BACKGROUND: Lung involvement in both acute and chronic Q fever is not well described with only a few reported cases of pseudotumor or pulmonary fibrosis in chronic Q fever. The aim of this study was to better understand the pulmonary manifestations of Q fever. METHODS: We conducted a retrospective cohort study of patients with diagnosis of Q fever at Mayo Clinic Rochester. A total of 69 patients were initially identified between 2001 and 2014. Thirty-eight patients were included in this study as 3 were pediatric patients, 20 did not meet serologic criteria for Q fever, and 8 did not have imaging available at time of initial diagnosis. Descriptive analysis was conducted using JMP software. RESULTS: The median age was 57 years [interquartile range (IQR) 43, 62], 84% from the Midwest, and 13% worked in an occupation involving animals. The most common presentation was fevers (61%). Respiratory symptoms, such as cough, were noted in only 4 patients (11%).

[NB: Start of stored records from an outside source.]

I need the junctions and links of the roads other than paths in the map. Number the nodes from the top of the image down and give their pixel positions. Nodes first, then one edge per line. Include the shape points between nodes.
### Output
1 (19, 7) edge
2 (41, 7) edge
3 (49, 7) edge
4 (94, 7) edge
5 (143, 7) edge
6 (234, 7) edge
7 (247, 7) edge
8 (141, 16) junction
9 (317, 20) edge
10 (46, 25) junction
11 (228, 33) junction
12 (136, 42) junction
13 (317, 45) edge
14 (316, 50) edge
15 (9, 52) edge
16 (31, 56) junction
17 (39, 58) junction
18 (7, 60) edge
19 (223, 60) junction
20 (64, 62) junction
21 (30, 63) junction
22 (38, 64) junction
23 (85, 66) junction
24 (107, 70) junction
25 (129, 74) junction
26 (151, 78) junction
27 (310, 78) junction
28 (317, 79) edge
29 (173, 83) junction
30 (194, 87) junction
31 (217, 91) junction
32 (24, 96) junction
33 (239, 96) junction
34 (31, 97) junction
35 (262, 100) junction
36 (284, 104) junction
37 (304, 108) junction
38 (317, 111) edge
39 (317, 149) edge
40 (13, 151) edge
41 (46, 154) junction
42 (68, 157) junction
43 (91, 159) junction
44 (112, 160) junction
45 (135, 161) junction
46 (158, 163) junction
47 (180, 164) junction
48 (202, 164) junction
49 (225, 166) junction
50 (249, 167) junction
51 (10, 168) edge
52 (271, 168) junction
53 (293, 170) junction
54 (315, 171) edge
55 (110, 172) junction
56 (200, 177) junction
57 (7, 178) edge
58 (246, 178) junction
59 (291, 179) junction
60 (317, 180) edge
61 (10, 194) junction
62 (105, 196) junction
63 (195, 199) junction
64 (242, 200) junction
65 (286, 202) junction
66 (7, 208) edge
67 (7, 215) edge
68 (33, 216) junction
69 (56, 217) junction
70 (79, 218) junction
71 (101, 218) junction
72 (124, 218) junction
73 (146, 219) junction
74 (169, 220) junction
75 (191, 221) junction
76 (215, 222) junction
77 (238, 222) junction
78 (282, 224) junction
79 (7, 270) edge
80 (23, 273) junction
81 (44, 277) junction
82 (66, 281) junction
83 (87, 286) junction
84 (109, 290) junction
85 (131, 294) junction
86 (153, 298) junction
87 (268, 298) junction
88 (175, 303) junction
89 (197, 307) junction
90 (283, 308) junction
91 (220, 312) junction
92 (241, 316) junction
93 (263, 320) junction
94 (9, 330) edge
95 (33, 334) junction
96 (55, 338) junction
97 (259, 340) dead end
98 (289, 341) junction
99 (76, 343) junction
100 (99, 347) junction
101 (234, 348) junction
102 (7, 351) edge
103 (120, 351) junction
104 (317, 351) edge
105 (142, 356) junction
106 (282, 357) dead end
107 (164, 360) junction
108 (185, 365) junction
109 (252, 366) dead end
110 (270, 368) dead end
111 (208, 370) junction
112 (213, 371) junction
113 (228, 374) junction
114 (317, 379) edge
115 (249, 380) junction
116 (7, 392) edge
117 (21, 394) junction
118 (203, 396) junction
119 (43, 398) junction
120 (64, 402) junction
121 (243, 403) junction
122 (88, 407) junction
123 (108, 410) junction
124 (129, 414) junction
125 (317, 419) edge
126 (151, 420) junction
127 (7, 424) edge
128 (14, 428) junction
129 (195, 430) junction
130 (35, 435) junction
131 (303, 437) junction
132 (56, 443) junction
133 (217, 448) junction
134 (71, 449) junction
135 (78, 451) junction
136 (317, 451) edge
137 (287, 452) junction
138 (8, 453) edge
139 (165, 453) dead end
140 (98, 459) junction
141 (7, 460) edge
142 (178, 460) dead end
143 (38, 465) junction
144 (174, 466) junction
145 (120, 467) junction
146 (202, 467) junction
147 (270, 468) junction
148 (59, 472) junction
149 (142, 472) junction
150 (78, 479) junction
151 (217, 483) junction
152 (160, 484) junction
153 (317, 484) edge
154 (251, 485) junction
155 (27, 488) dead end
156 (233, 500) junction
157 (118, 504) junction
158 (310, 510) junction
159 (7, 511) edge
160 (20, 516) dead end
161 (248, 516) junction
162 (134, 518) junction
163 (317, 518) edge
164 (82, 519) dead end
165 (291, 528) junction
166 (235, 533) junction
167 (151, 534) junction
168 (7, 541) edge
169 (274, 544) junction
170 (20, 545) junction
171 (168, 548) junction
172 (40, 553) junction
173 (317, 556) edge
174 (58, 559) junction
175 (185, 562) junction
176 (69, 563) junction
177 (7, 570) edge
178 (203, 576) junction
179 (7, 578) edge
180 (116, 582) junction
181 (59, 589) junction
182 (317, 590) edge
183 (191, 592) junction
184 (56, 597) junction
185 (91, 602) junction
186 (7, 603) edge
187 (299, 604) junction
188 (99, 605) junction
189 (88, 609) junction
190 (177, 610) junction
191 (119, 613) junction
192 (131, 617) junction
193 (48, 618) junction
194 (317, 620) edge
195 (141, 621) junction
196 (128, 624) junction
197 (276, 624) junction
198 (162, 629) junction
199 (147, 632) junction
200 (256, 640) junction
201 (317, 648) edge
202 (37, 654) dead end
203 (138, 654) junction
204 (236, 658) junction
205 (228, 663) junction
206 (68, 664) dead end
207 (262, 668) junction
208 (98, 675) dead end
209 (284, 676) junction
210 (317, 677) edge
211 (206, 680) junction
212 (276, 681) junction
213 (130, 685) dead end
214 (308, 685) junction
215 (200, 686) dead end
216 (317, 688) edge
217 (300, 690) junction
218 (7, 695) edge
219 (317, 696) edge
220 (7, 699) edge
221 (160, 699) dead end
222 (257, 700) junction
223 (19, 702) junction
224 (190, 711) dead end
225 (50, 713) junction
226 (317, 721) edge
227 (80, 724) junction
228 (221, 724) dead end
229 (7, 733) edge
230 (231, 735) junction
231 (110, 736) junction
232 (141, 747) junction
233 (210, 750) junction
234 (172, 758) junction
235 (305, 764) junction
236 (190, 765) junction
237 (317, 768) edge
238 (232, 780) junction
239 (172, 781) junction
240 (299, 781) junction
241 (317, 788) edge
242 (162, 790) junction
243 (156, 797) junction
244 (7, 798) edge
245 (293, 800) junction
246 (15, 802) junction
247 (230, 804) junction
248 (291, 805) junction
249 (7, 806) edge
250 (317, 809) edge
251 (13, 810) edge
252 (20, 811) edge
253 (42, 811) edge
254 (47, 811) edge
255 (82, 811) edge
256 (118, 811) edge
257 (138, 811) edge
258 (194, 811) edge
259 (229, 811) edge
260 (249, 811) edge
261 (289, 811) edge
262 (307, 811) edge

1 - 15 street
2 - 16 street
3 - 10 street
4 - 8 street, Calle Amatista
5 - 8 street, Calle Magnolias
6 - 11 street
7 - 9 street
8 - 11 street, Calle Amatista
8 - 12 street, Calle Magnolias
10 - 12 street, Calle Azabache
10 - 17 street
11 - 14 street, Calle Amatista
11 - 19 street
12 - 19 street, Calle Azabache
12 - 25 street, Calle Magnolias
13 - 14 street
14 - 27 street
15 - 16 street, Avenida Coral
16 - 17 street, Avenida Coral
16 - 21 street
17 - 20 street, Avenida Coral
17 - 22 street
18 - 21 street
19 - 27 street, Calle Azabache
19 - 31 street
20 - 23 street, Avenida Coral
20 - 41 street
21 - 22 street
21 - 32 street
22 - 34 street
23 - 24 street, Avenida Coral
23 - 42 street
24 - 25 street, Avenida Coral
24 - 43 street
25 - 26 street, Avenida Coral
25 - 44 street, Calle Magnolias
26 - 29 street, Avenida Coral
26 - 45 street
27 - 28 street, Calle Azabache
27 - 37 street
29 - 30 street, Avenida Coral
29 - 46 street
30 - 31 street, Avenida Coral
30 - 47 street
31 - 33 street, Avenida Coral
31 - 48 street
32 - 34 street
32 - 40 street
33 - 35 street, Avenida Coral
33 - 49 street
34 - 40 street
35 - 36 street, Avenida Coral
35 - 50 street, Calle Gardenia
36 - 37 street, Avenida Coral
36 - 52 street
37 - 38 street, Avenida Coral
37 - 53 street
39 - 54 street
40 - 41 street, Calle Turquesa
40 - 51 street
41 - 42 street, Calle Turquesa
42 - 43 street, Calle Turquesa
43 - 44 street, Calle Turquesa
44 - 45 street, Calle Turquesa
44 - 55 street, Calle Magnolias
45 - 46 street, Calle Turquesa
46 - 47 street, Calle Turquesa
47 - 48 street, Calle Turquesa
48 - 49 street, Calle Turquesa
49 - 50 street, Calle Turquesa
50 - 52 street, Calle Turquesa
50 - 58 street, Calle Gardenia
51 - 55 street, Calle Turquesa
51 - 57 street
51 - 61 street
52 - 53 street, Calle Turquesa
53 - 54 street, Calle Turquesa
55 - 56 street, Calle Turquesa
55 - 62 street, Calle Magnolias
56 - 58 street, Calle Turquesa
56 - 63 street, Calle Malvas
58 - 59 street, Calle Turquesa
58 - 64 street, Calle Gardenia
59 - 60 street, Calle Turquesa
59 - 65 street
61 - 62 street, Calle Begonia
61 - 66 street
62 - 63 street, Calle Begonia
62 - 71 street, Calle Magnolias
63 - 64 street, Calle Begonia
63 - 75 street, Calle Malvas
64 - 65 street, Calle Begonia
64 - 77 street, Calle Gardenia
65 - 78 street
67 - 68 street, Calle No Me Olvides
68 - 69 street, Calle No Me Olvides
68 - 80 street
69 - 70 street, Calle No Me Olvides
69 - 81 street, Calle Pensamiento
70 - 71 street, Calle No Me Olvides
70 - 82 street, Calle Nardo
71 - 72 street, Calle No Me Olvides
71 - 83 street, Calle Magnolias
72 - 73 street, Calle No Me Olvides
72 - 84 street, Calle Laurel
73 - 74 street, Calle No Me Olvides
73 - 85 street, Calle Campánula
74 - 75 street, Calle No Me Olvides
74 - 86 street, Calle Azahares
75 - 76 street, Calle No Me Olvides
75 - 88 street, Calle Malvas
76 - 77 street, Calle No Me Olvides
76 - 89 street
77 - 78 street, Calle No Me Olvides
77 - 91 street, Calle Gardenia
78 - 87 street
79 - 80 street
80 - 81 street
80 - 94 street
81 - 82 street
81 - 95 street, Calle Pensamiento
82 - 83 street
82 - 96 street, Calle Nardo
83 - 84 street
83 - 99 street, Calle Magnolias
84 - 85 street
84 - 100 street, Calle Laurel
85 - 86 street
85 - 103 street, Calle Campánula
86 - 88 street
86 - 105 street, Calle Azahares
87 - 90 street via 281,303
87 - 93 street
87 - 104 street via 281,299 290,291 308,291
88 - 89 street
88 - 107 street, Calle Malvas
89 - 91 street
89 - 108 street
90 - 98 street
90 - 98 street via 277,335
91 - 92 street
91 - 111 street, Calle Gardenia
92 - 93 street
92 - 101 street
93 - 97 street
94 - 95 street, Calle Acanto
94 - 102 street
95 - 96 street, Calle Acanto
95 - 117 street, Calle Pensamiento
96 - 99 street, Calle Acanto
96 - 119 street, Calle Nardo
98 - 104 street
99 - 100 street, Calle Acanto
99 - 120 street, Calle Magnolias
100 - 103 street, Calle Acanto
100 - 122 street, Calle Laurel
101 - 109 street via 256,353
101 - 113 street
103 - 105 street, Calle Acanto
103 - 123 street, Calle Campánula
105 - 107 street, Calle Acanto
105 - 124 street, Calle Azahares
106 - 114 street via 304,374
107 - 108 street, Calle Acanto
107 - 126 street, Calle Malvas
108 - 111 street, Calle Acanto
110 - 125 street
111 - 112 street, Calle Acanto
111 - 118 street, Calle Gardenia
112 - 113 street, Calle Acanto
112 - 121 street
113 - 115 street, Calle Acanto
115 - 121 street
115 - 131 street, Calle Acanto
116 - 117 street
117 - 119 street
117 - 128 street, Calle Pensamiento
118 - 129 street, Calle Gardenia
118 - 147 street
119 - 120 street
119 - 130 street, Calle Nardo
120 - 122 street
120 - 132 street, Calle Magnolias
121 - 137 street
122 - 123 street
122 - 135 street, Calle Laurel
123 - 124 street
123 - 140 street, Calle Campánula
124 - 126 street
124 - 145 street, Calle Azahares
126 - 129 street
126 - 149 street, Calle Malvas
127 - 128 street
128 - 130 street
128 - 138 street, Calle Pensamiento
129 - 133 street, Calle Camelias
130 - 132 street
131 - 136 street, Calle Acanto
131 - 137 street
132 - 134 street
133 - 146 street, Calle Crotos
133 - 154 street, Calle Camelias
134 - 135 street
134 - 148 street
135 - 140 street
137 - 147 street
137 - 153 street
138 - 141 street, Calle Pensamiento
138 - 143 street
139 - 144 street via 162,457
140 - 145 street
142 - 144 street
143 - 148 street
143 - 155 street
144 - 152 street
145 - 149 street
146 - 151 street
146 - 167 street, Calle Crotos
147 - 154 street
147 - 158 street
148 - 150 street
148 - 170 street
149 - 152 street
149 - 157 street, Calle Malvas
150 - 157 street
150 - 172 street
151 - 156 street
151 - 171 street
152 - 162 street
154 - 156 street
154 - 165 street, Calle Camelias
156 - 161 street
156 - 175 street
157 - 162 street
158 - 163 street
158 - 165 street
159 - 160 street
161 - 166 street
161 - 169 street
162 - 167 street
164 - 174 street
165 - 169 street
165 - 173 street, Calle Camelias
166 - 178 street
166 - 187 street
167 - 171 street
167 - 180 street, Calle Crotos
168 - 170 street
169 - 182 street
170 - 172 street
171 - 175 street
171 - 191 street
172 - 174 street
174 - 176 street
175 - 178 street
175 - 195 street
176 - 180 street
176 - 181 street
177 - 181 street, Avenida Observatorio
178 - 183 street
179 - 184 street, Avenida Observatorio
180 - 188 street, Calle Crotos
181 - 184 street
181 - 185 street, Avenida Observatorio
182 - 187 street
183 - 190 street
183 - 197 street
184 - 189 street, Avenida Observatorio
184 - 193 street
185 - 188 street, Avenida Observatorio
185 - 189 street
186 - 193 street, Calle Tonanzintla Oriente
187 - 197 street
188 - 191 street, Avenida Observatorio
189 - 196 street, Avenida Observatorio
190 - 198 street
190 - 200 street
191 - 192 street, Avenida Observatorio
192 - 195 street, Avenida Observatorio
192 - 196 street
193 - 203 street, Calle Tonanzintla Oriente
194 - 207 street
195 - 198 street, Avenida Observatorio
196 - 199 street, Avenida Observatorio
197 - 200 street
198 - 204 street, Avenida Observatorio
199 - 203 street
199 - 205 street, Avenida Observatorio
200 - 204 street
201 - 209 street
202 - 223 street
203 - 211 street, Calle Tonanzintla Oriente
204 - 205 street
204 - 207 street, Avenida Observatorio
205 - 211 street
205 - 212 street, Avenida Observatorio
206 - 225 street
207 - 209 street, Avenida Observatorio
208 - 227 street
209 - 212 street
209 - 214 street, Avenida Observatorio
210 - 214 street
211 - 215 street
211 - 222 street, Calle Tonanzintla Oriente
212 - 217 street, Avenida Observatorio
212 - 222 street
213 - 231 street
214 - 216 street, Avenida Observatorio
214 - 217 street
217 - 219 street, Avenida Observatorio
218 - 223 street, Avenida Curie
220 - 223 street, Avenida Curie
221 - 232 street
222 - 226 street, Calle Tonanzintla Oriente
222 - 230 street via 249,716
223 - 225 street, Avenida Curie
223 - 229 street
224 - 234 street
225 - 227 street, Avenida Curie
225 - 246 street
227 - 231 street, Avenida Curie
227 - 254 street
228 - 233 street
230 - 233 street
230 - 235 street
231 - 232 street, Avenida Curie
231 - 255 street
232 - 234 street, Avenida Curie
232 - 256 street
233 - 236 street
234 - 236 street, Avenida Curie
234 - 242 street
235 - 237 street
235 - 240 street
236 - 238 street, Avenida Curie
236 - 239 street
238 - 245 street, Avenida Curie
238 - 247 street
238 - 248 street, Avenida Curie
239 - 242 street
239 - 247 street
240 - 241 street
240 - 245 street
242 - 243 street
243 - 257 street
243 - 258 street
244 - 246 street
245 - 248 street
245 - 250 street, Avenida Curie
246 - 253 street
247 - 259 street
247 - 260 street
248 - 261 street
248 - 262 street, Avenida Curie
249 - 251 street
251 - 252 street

Twelve patients (29%) had abnormal imaging studies attributed to Q fever. Three patients (25%) with acute Q fever had findings of consolidation, lymphadenopathy, pleural effusions, and nonspecific pulmonary nodules. Radiographic findings of chronic Q fever were seen in 9 patients (75%) and included consolidation, ground-glass opacities, pleural effusions, lymphadenopathy, pulmonary edema, and lung pseudotumor. CONCLUSIONS: Our results demonstrate that pulmonary manifestations are uncommon in Q fever but include cough and consolidation for acute Q fever and radiographic findings of pulmonary edema with pleural effusions, consolidation, and pseudotumor in those with chronic Q fever.